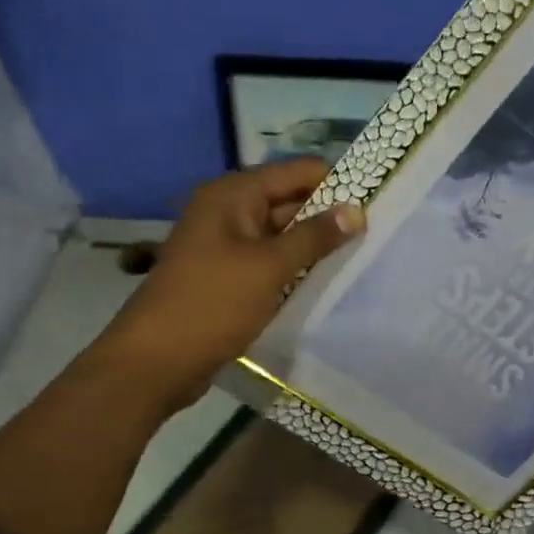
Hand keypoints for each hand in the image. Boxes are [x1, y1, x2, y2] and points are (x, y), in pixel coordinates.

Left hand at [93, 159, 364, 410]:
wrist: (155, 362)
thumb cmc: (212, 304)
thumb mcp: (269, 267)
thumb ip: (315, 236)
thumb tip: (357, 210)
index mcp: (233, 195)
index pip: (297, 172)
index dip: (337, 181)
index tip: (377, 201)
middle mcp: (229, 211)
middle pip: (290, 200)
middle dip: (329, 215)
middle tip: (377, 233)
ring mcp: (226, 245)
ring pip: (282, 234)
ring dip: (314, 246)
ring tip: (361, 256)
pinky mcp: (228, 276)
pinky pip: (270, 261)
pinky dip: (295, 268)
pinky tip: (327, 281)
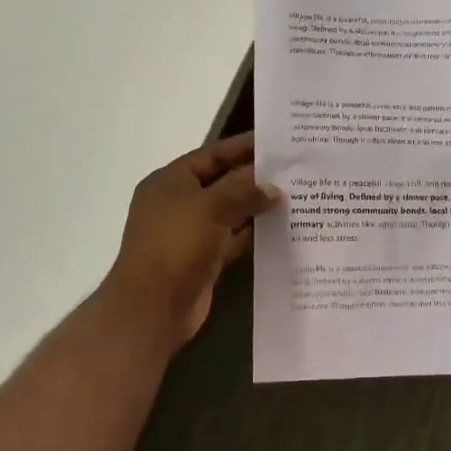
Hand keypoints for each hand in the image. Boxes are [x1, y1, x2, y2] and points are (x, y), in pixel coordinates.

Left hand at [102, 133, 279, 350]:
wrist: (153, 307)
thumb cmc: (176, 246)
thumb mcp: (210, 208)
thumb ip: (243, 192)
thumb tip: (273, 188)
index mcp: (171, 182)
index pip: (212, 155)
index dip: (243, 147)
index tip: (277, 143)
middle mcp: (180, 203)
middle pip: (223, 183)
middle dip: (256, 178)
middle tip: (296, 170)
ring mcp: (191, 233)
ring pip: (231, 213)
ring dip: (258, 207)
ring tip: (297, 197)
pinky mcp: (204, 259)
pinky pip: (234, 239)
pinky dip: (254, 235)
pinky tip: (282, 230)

• _TASK_
Every record above must reappear exactly in the answer, minus its pictures.

• _RESPONSE AREA_
Hand keypoints for each hand in the image. Boxes are [x1, y1, x2, y2] and points are (x, y), in pixel coordinates.

Left hand at [93, 159, 364, 410]:
wrist: (155, 362)
thumb cmc: (212, 304)
thumb mcp: (269, 267)
thumb ip: (315, 236)
thumb tip: (357, 210)
index mcp: (233, 195)
index pip: (297, 172)
index dip: (337, 181)
index tip: (377, 201)
middle mcp: (229, 211)
middle pip: (290, 200)
middle dip: (329, 215)
middle tip: (377, 233)
ring mcp: (226, 245)
ring pip: (282, 234)
ring dip: (314, 246)
ring tip: (361, 256)
pinky mcp: (228, 276)
pinky pip: (270, 261)
pinky dip: (295, 268)
pinky tip: (327, 281)
Hand keypoints for each hand in the image. Boxes are [x1, y1, x2, y2] and points are (x, y), in pixel coordinates.

Left hand at [102, 133, 279, 350]:
wrist: (153, 307)
thumb cmc: (176, 246)
thumb mcp: (210, 208)
thumb ip: (243, 192)
thumb tip: (273, 188)
index mcp: (171, 182)
index pip: (212, 155)
index dip: (243, 147)
index tip: (277, 143)
middle mcp: (180, 203)
middle pip: (223, 183)
middle dip: (256, 178)
middle tip: (296, 170)
ring mcp: (191, 233)
ring pip: (231, 213)
ring dip: (258, 207)
ring tip: (297, 197)
pinky mcp: (204, 259)
pinky pip: (234, 239)
pinky dip: (254, 235)
pinky tip: (282, 230)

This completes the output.